By: Beatrice E. Rangel - 18/02/2025
On February 9 of this year, Ecuador proved to be the victim of a sharp polarization between the followers of former President Rafael Corea and his opponents who lack a true leader. These results deferred the presidential election to a second round that will take place on April 13. But the truth is that this date will be a watershed in the history of Ecuador because the decision of the sovereign depends on whether the Peruvian miracle of decoupling between the economy and politics is consolidated in Ecuador or whether the progress achieved until now is reversed.
Ecuador is one of the few nations that can proudly boast that it has reduced poverty over the past fifty years. This feat was achieved for two reasons. The repressive and controlling spirit of the military dictatorship led them to riddle the country with communication routes. The entire country is crisscrossed by paved roads and highways. This has allowed for significant links to the world economy. Secondly, there is the dollarization of the economy. This measure adopted by President Jamil Mahuad has brought economic stability to the country and economic openness to its workers.
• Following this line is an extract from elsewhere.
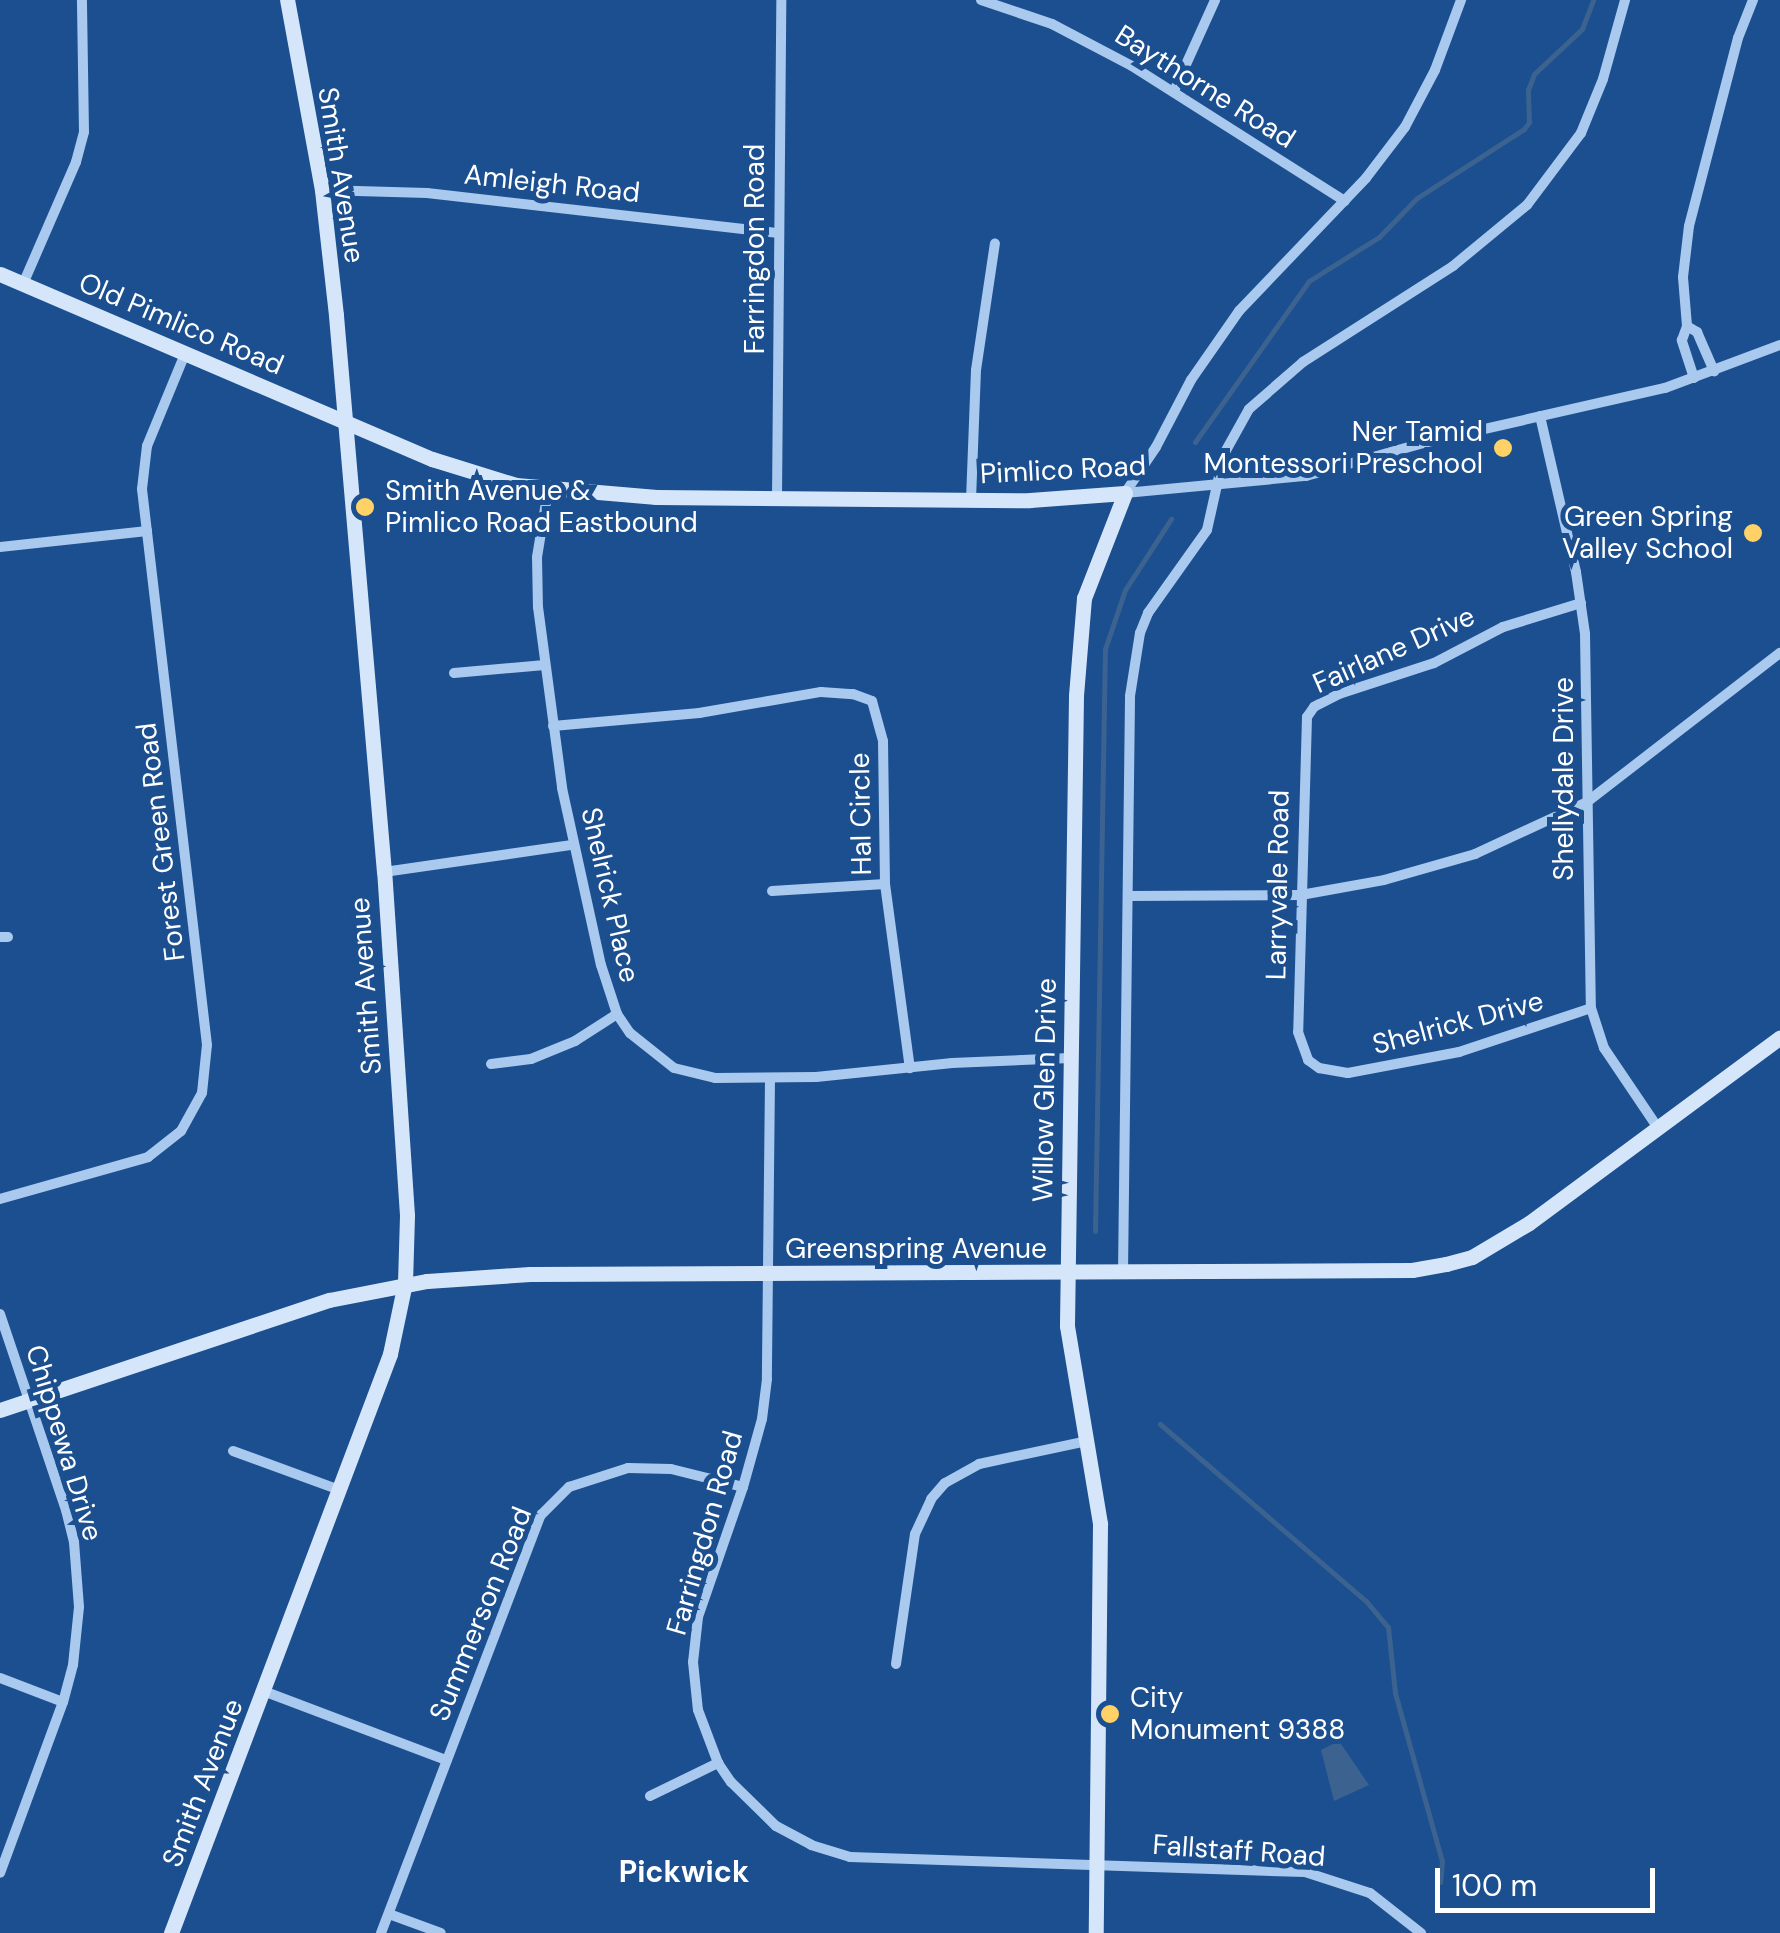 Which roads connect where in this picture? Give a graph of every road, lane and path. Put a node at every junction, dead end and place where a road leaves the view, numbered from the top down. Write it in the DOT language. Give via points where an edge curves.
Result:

Economic growth driven by diversified exports ranging from oil to flowers, broccoli, shrimp and berries has brought hundreds of thousands of families who had only known poverty into development. Today, one can see with shock the presence of single-family homes where new floors have been added with modern construction materials. Low-income neighborhoods have roads and their inhabitants own vehicles. The human development index has moved from the lowest levels to the center in just twenty-five years. In short, Ecuador is on track to achieve development in the next twenty-five years.
The decision she makes on April 13 could preserve or halt the achievements made so far. Because while it is true that the Noboa option leaves much to be desired, the Gonzalez option is a safe passport to the country's past of poverty and exclusion. In effect, Mrs. Gonzalez represents the movement for the restoration of the leadership of Rafael Correa, who governed during the most fabulous oil boom in the history of that commodity. However, her administration wiped out the country's savings placed in various pension funds and put it in debt for several decades. Had the dollarization decreed by Mahuad not been in place, Ecuador would surely have experienced a default that would have paralyzed its economy. Secondly - and this is of fundamental significance for the rest of South America - a Gonzalez administration would strengthen the alliance between South American narco-states such as Bolivia, Colombia, Venezuela and Nicaragua. This, in addition to increasing the violence that is already dramatic, would attract the imposition of preventive restrictions on Ecuador's access to the international financial system. In terms of violence, we only have to remember how in 2022 the pro-Correa forces received logistical and material support from the Venezuelan regime to set the country on fire with violence that caused the greatest economic decline in the last decade. TY of course the rule of law would collapse in the face of the use of laws and their enforcement agencies as weapons of persecution of anyone who thinks differently from Correaism. All this would translate into a colossal halt to the march of progress that the country took more than thirty years ago.